Stake Your Claim: Choosing a Web Address

Choosing the right address for your website is very similar to choosing a site for your farm -- it needs to be flexible for any future changes you may make, you want to know if there were any harmful toxins used there in the past, and you'll be spending a lot of time there, so you better like looking at it!
First, let's talk terms: URL is the entire address of the website, for example this site's URL is: http://www.ourheritagefarm.com. The "domain name" is the part of your address that identifies you uniquely - in our case "ourheritagefarm.com".

Many free website services will offer you a URL with a subdomain, such as www.alpacafarm.earthlink.com or similarly, some people list their Alpaca Nation site as their primary web site address: www.alpacanation.com/alpacafarm.asp . From a business standpoint, these practices do not promote the fact that you are serious about raising alpacas so you may want to reconsider using either one of these. From a technical standpoint, if you ever want to switch to a different web service provider you will have to change your address and tell all your visitors about a new address. Needless to say, all past bookmarks to your site will be broken. Think long term and spend a few dollars to get a solid domain name that represents your farm and lets people know you are serious about your business.

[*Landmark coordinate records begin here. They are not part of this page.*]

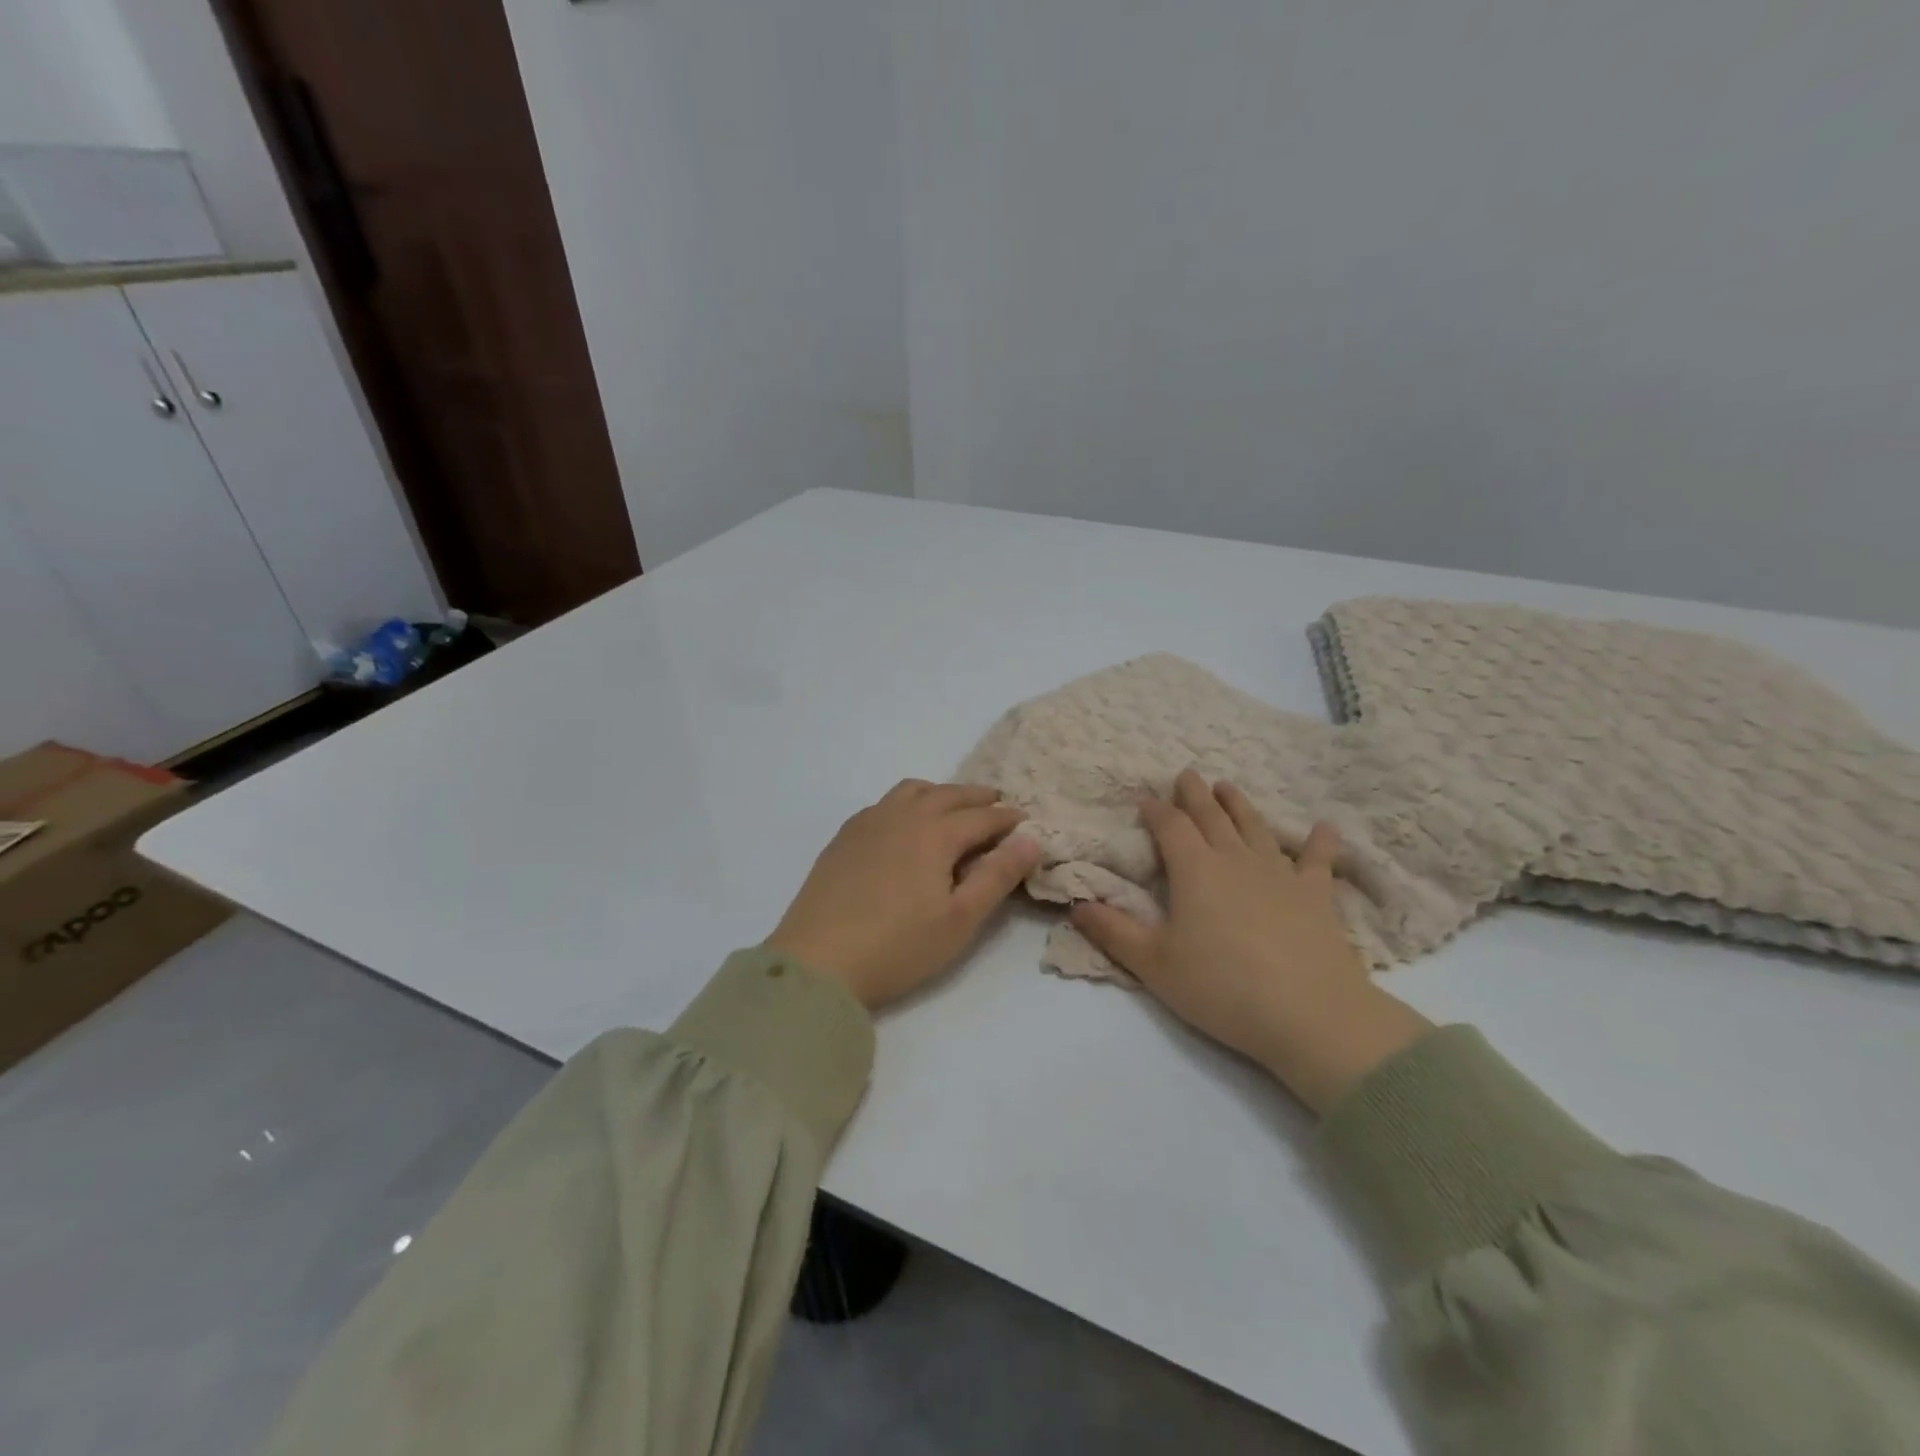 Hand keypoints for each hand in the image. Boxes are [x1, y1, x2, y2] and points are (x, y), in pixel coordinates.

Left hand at [771, 781, 1041, 1010]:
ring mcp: (868, 823)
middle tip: (996, 805)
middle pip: (947, 794)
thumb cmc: (898, 946)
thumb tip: (1031, 839)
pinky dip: (906, 804)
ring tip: (952, 809)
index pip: (981, 817)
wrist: (818, 963)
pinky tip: (904, 826)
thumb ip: (997, 876)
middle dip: (977, 798)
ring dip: (939, 793)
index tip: (1026, 822)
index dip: (1007, 818)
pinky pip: (883, 804)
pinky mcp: (843, 838)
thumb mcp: (960, 919)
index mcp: (935, 832)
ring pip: (911, 791)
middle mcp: (902, 816)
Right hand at [1071, 769, 1431, 1113]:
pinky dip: (1321, 842)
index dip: (1156, 811)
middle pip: (1212, 817)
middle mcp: (1236, 861)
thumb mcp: (1154, 964)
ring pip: (1255, 828)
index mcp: (1195, 870)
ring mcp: (1280, 874)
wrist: (1309, 1013)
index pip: (1171, 827)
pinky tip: (1326, 827)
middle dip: (1196, 795)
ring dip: (1240, 805)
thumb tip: (1076, 905)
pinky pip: (1318, 861)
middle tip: (1188, 773)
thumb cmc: (1221, 987)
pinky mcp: (1316, 896)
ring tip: (1229, 786)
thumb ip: (1113, 932)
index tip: (1145, 799) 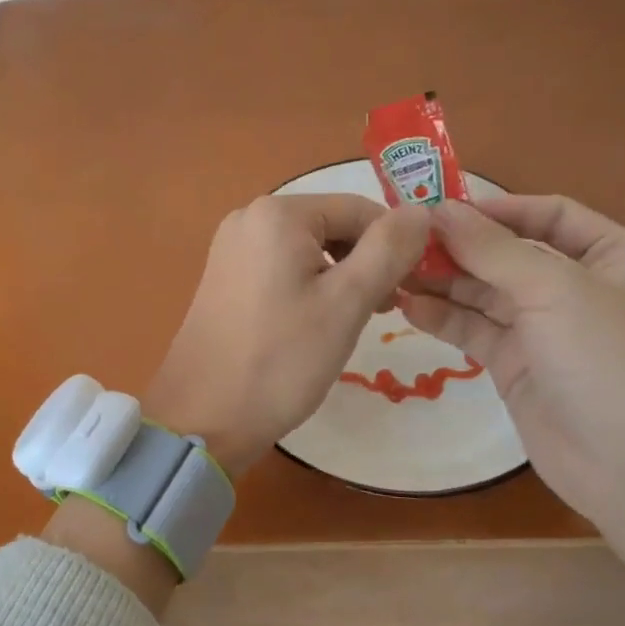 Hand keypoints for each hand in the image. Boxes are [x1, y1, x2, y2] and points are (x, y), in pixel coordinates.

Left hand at [145, 194, 430, 478]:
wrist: (203, 416)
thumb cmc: (281, 359)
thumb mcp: (346, 302)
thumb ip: (389, 249)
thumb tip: (421, 210)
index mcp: (278, 213)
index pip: (359, 209)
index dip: (394, 245)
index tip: (408, 291)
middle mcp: (248, 217)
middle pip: (332, 225)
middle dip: (365, 262)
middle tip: (382, 312)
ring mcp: (231, 247)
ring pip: (308, 248)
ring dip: (340, 277)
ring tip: (352, 322)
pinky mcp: (224, 276)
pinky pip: (281, 266)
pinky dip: (309, 286)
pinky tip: (316, 324)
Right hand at [397, 196, 624, 588]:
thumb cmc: (612, 362)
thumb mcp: (555, 291)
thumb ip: (492, 249)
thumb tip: (439, 210)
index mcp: (615, 256)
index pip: (550, 214)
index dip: (496, 208)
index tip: (440, 207)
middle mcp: (581, 287)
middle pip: (510, 253)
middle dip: (460, 246)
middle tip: (402, 238)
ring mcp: (547, 330)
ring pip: (487, 292)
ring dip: (444, 280)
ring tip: (393, 270)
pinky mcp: (519, 366)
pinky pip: (476, 330)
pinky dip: (444, 317)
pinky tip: (408, 306) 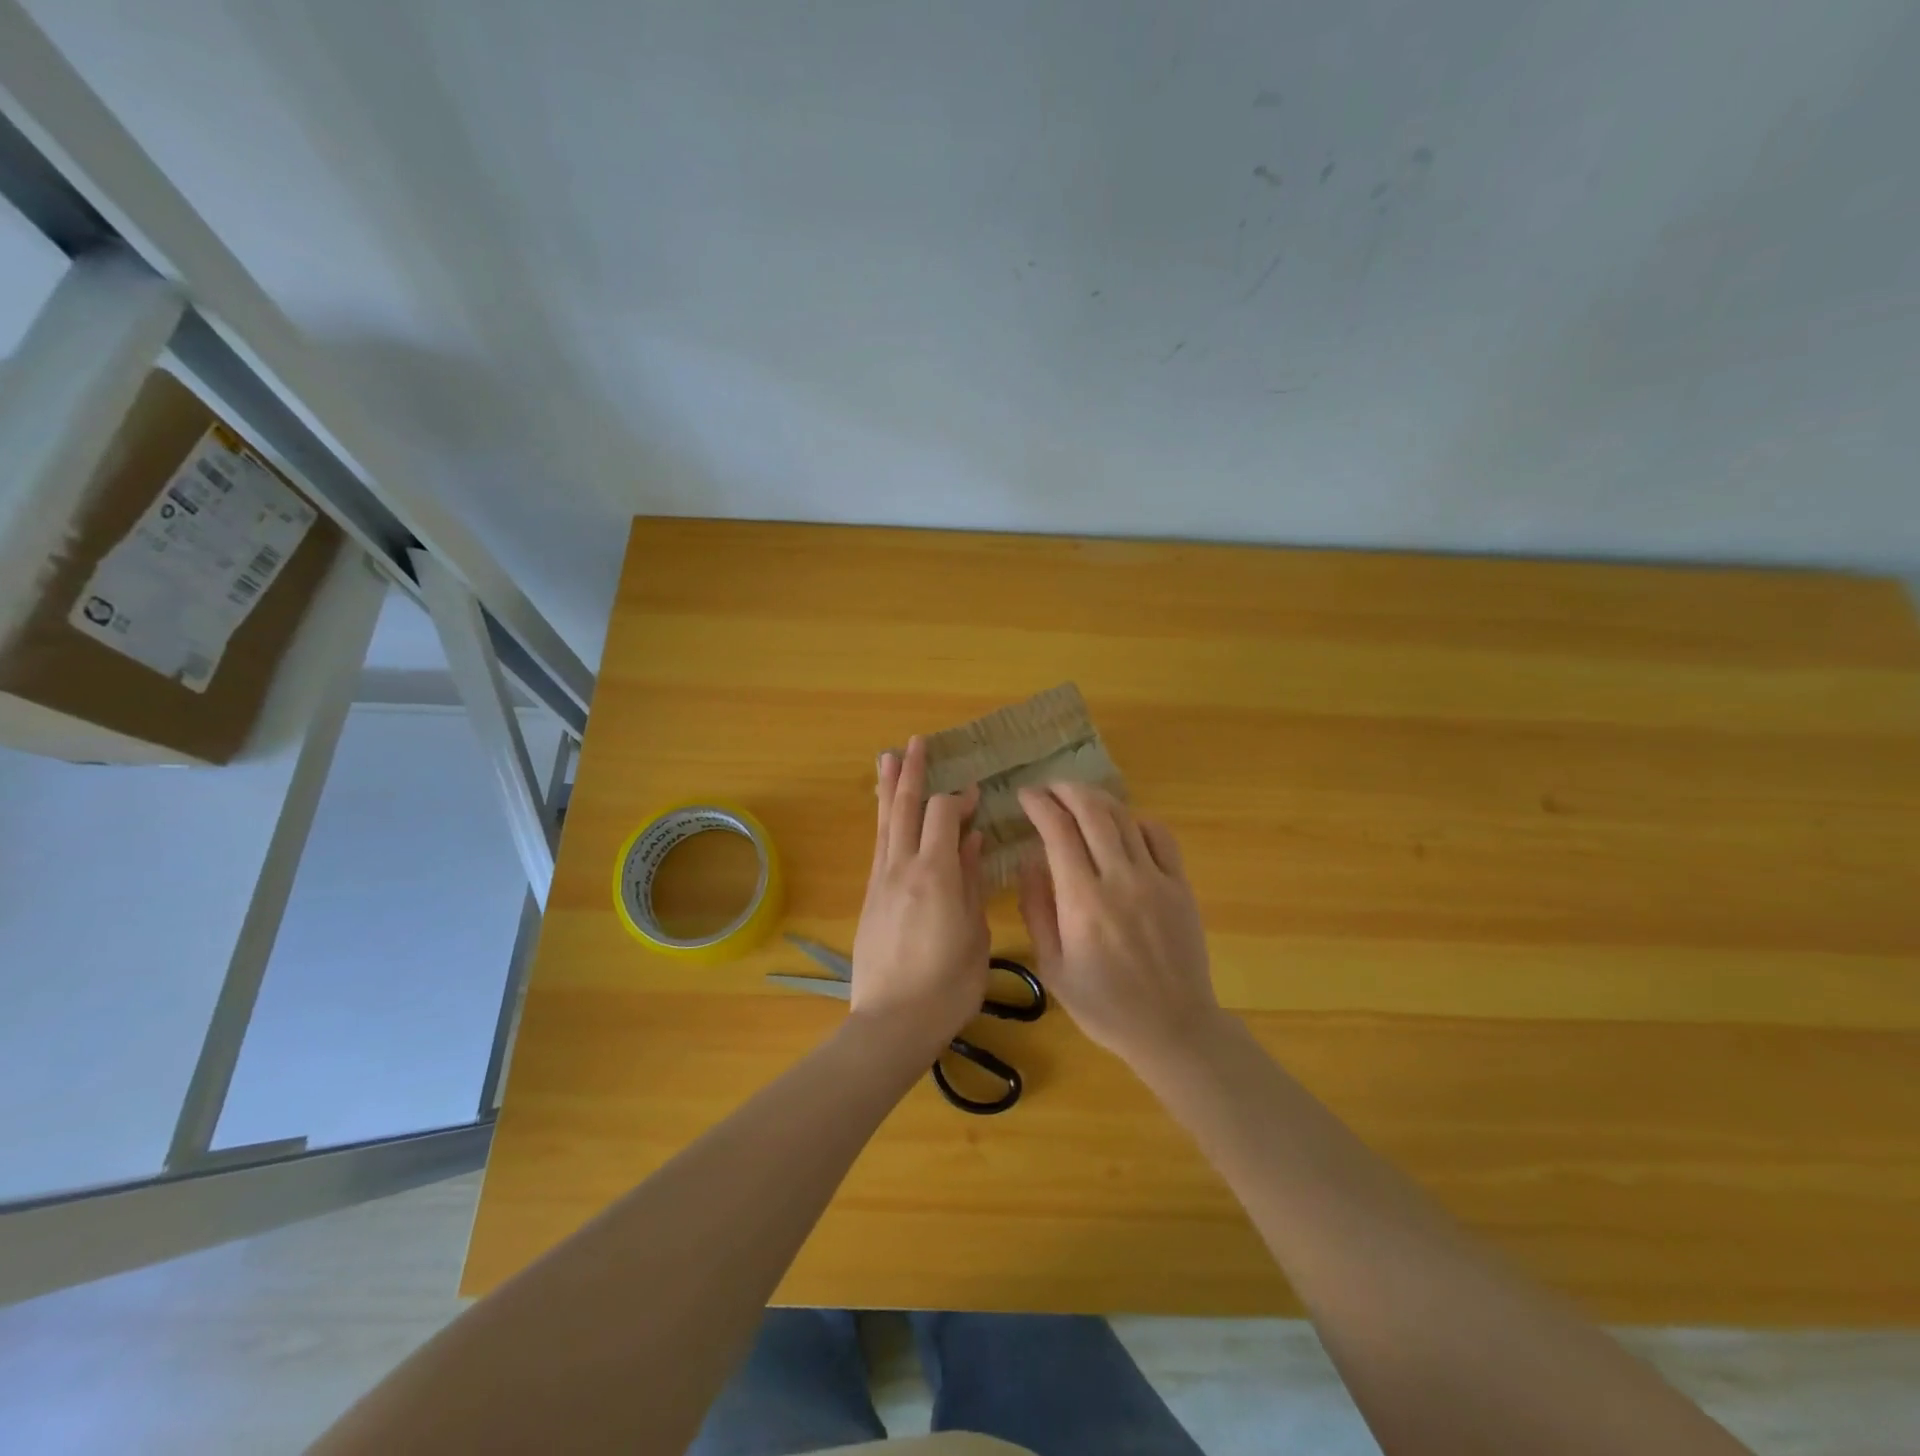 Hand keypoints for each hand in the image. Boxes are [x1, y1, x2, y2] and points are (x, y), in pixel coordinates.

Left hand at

So how do you go about getting your own domain? It's really a simple and inexpensive process. Only one person on the Internet may own each domain name, so if you have a common farm name you will need to be creative. For example, when we were investigating using HeritageFarm as our domain name, we found that heritagefarm.com and heritagefarm.net and several other extensions where already taken. The domain registrar we use was helpful in suggesting several alternatives. We chose OurHeritageFarm because in conveys that the farm is part of our heritage, which it is. You will also want the domain name to be very flexible to accommodate any new areas your business may explore. For example, if you currently own only suri alpacas and you call your site heritagefarmsuris.com, what happens in five years if you decide to breed and sell huacayas as well? Perhaps a better choice would be heritagefarmalpacas.com. You get the point.

It is important to include strong keywords in your domain name because search engines look at domain names, among many other factors, in returning results for search queries. In our example, it may have been more effective to use the domain "heritagealpacafarm.com" because when someone queries a search engine for "alpaca farm", ours would place high in the returned list.

There are several sites that allow you to search for available domain names. To start, try:

http://www.instantdomainsearch.com/
http://www.godaddy.com
http://www.uplinkearth.com

A domain name registration for one year should cost about $10, which you can complete from any of the above sites.

O.K. you might be thinking why should I go to the bother of registering a domain name if I don't even have a personal farm website yet? One reason is to plan for the future and secure the name you want before it is taken. Another reason is that there is a cool technique called "Domain Forwarding" which allows you to connect to any other URL when your personal web address is entered into a browser. This means that if you currently have only an Alpaca Nation site (or any other public site), you can map your personal web address to your URL on that site or. This gives you the flexibility of re-mapping whenever your build your own site and your customers and web viewers won't have to learn a new URL.

Now that you have chosen your strong, flexible domain name you need to think about hosting - that is, how will your information be delivered to a visitor when they type your URL in their address bar? I will cover this aspect of farm web development in the next installment of "Farming the Web".